The film follows the adventures of Max and Klaus, two poor kids in West Berlin who dream of becoming boxers. To get money to buy boxing gloves, the boys sell things they find, and do odd jobs for Klott, a bar owner in West Berlin who uses the bar as his base of operations for illegal activities. After a trip to the Barlay Circus in East Berlin, the boys stumble on a plot concocted by Klott and a U.S. soldier to steal horses from the Circus. When one of the boys tries to warn the West German police about the plot, they essentially tell him to get lost, so he goes to the Volkspolizei (literally “people’s police”—East Germany’s police force) who spring into action.

This wasn’t the first film from DEFA to examine the criminal underworld in Berlin. That honor belongs to Razzia. But Razzia was made by a West German director (Werner Klingler) who was only working for DEFA because the the U.S. military authority (OMGUS) was still restricting West German film production. In nearly every respect, Razzia is indistinguishable from the dozens of other “Krimi” films that Klingler would go on to make in the West. Alarm at the Circus, on the other hand, is East German right down to its roots. Kohlhaase and Klein were East Germans and proud of it. The heavies in this film are West Germans the and American soldiers who are orchestrating the crime.

Alarm at the Circus

Alarm at the Circus offered the realism that DEFA films demanded, but without the heroics normally associated with socialist realism. It is closer in style to Italian neo-realism, a fact that bothered the authorities at that time and would continue to bother them right up until the 1965, when the 11th Plenum put an end to that particular style of filmmaking at DEFA (truth be told, however, that style had already run its course in Italy years before). The fact that it is based on an actual event probably helped it get made.

Alarm at the Circus was the first of a trio of films—along with A Berlin Romance and Berlin Schönhauser Corner—that is usually referred to as the Berlin trilogy. In truth, it is part of a continuum. Klein and Kohlhaase’s later film, Berlin um die Ecke (Berlin Around the Corner), certainly fits in with the first three films the pair made, and would have made it a tetralogy had it not been banned after the 11th Plenum. Since Klein died in 1970 (see A Berlin Romance for more on Klein), we never got a chance to see more Berlin films by the duo, but Kohlhaase continued his explorations of the lives of the less privileged in Berlin with other directors, including Konrad Wolf (Solo Sunny) and Andreas Dresen (Summer in BerlinSommer vorm Balkon).

Wolfgang Kohlhaase was only twenty-two when he started writing scripts for DEFA. He wrote a few for the “Das Stacheltier” group that made short films to accompany the features, and a script for the children’s film Die Störenfriede (The Troublemakers).
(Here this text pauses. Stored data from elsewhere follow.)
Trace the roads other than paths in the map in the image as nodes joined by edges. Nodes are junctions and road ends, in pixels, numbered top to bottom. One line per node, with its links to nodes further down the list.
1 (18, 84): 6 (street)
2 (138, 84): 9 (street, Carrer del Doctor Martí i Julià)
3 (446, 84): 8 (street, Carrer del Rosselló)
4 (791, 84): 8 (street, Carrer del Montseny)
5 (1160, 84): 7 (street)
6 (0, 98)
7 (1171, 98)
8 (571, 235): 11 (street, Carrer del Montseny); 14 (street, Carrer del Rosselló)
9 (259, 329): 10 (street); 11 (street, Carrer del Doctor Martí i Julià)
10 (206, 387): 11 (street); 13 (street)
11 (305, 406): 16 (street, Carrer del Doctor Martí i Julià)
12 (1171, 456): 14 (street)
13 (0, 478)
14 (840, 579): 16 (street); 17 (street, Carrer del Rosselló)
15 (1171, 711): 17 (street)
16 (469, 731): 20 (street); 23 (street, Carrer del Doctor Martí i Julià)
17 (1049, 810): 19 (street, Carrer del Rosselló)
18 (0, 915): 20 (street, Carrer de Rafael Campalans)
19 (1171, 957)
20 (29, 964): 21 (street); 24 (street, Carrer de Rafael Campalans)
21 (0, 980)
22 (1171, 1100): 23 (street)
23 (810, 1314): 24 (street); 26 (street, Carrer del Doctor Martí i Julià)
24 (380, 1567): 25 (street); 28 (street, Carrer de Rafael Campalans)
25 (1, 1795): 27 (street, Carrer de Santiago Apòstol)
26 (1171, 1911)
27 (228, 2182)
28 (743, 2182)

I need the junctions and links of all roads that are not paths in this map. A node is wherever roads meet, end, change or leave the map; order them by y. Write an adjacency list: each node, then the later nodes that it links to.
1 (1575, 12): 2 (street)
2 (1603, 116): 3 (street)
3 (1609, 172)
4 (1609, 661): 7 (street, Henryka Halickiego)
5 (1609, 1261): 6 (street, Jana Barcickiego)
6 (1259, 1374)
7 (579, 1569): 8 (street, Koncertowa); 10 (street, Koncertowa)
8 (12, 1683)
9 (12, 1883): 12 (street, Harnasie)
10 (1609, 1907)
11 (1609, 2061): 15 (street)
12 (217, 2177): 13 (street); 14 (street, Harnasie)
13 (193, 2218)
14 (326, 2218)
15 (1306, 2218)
The following year, he joined forces with Gerhard Klein. Klein was a born and bred Berliner and was looking to make a film that reflected the reality of life in the city. He wanted to capture the rhythms and cadences of Berlin speech and actions. He found the perfect partner in Kohlhasse. Kohlhasse’s ear for Berlinerisch—that peculiar style of German used in Berlin—is especially acute, and he used it often (to best effect in Solo Sunny). Kohlhasse continues to write screenplays, most recently for Andreas Dresen’s As We Were Dreaming (Als wir träumten), based on Clemens Meyer’s controversial novel.

Max and Klaus

The actors who played Max and Klaus, were not picked from the usual acting roster, but chosen from a home for troubled youths. Klein gets remarkably good performances out of these novice actors. For Hans Winter, who played Klaus, this would be his only film, but Ernst-Georg Schwill, who played Max, decided that he liked working in the movies, and began training as a cameraman, later returning to acting and appearing in all three of Klein’s Berlin trilogy films, as well as roles in Five Cartridges, Close to the Wind, Motoring Tales, and many others. After the Wende, he experienced less neglect than some other East German actors. Film and television companies were always looking for people to play supporting roles, and Schwill was quick to admit that he was character actor, not a star. It wasn’t long before he was busy acting again, appearing on TV and in films regularly, most recently in Andreas Schap’s Das letzte Abteil (The Last Department).

The Barlay Circus (Zirkus Barlay) was a real circus, located at Friedrichstraße 107, the current site of the Friedrichstadt Palast. The circus was founded in 1935, when Reinhold Kwasnik, who used the stage name Harry Barlay, bought a bankrupt circus and made it his own. When Kwasnik fled to West Germany, the circus was taken over by the state. After a couple name changes, it was eventually consolidated with other East German circuses as the Staatszirkus der DDR (State Circus of the GDR). With reunification of Germany, the State Circus was broken up, and the circus that was once the Barlay Circus ended life the same way it began: with bankruptcy.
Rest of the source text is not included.